Right, so Rose is looking for a special flower around the camp, and Watcher know something is up but not yet what, only that his hallucinations are of children and glimpses of a real woman. An ‘afterling’ he calls her. You see the Suvivors have their own folk lore, their own legends, their own ghost stories, and everyone knows about the fairy women who live under ground. And everyone knows it ain’t so. But everyone’s wrong, dead wrong. Through a comedy of errors mutant-boy meets purpose-bred girl, and it’s love at first smell. They’re both fertile it seems, and their bodies realise it before their minds do. Only Watcher is a mute (his tongue didn’t make it, see?) and can’t really talk to the girl, much to his frustration, and even after he manages to break free of the system to go a roving with best girl, he can’t tell her what his plan is, that he’s smitten with her, that he knows the System is looking for Her. Looks like someone messed up when they sent her out to die.
And she can’t trust this giant looming mutant man whose solution to communication problems is to restrain her. Well… She starts to because, again, he smells right, but, then she finds a note that makes her question his motives. And so, like Delilah, she uses her wiles and charms to… well you got to read to find out. And yeah, in case it wasn’t clear I recommend you do. There’s a rich stew here. Martial arts. Guns. Knives. Psalms. Vedas. Right. Wrong. Man. Woman. Authority. Power.
Polarity. That’s the word. This is a meditation on polarity. Yin and Yang. Sun and Moon. Sword and Chalice. You get the idea. Does it get as raunchy as some of that implies? Well on a scale of One - to - Tarnsmen of Gor I’d give it a seven. It ain’t smut, but there’s a part that fades to black. So if you're the type of church lady that thinks the Song of Songs should be censored, this ain't for you, man. It’s a sensual story for grown ups. With grown up concerns. There’s drugs, booze, sex, rock’n’roll, abuse, violence, nihilism, and emotional damage.
All for the sweetest rose of color a cowboy ever knew. Who’s getting spanked when Our Watcher catches up to her. There, I said it. Criticism? I spotted some copy errors, missing articles and such. At spots the first volume might be too picaresque, one incident leading to another with little to thread it all together, but I trust that more will be revealed as we progress through the volumes. And I want to know what happens next, aside from the spanking I mean.
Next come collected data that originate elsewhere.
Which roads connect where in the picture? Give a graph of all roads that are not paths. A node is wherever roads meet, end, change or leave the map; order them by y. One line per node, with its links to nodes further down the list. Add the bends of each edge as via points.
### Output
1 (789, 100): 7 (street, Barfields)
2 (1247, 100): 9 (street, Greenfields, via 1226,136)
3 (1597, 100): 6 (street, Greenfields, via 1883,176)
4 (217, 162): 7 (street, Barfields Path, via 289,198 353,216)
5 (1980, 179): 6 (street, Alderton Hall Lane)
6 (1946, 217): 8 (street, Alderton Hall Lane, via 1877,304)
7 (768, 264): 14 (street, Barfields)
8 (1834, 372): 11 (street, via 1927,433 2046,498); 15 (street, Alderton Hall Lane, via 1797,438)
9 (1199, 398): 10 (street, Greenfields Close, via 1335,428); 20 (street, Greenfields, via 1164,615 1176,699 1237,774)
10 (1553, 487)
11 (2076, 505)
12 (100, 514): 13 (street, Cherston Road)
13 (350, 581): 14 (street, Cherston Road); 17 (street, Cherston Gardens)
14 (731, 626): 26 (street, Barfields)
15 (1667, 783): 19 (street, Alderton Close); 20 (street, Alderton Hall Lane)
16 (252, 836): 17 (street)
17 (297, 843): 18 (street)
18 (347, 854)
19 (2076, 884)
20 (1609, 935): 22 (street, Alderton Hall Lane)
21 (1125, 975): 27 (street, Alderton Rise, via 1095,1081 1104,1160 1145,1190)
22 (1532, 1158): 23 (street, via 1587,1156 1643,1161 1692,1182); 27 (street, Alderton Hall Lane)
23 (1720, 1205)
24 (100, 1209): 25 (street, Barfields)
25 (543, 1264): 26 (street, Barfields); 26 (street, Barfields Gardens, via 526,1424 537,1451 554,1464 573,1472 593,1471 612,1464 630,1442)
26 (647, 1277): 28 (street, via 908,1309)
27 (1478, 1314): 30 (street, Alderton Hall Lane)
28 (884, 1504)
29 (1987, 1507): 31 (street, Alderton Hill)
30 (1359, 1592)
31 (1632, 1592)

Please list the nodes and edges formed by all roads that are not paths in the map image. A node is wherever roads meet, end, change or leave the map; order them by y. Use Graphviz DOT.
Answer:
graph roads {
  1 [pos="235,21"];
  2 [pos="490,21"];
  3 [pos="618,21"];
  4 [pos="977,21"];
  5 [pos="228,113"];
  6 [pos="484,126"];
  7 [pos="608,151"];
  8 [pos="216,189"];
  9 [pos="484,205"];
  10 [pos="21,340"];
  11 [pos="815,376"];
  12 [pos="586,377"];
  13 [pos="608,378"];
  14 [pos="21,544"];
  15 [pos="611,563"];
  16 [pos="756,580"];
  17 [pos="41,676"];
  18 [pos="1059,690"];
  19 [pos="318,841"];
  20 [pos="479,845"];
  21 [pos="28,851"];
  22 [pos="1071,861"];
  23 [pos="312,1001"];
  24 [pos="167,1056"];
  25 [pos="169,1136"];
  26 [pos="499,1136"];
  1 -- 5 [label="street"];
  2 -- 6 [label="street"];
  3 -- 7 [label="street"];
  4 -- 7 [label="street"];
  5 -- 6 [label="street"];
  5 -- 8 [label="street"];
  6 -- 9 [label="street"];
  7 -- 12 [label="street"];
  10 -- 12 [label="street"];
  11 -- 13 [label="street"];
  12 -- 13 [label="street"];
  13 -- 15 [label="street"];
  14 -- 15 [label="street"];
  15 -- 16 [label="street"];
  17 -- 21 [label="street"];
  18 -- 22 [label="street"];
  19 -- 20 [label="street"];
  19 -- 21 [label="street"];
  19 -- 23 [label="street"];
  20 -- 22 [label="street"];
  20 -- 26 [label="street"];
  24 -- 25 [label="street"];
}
Queue outro.
Hail and Read!
There's a yellow rose of Texas
I'm goin' there to see
No other feller knows her
Nobody, only me.
She cried so when I left her
It like to broke my heart
And if we ever meet again
We never more will part.
She's the sweetest rose of color
A cowboy ever knew
Her eyes are bright as diamonds
They sparkle like the dew.
You may talk about your dearest May
And sing of Rosa Lee
But the Yellow Rose of Texas
Beats the belles of Tennessee.
Where the Rio Grande is flowin'
And the stars are shinin' bright,
We walked along the river
On a bright summer night,
She said, "If you remember,
We parted long ago,
You promised to come back again,
And never let me go."
She's the sweetest rose of color
A cowboy ever knew
Her eyes are bright as diamonds
They sparkle like the dew.
You may talk about your dearest May
And sing of Rosa Lee
But the Yellow Rose of Texas
Beats the belles of Tennessee.
Loved this review.
Holy cow, J. D. - THANK YOU for this awesome review! You really captured the spirit of it - and you even gave me some insight into my own series...
plus, you used a Ron Paul Meme and a Steven He reference. I am truly honored!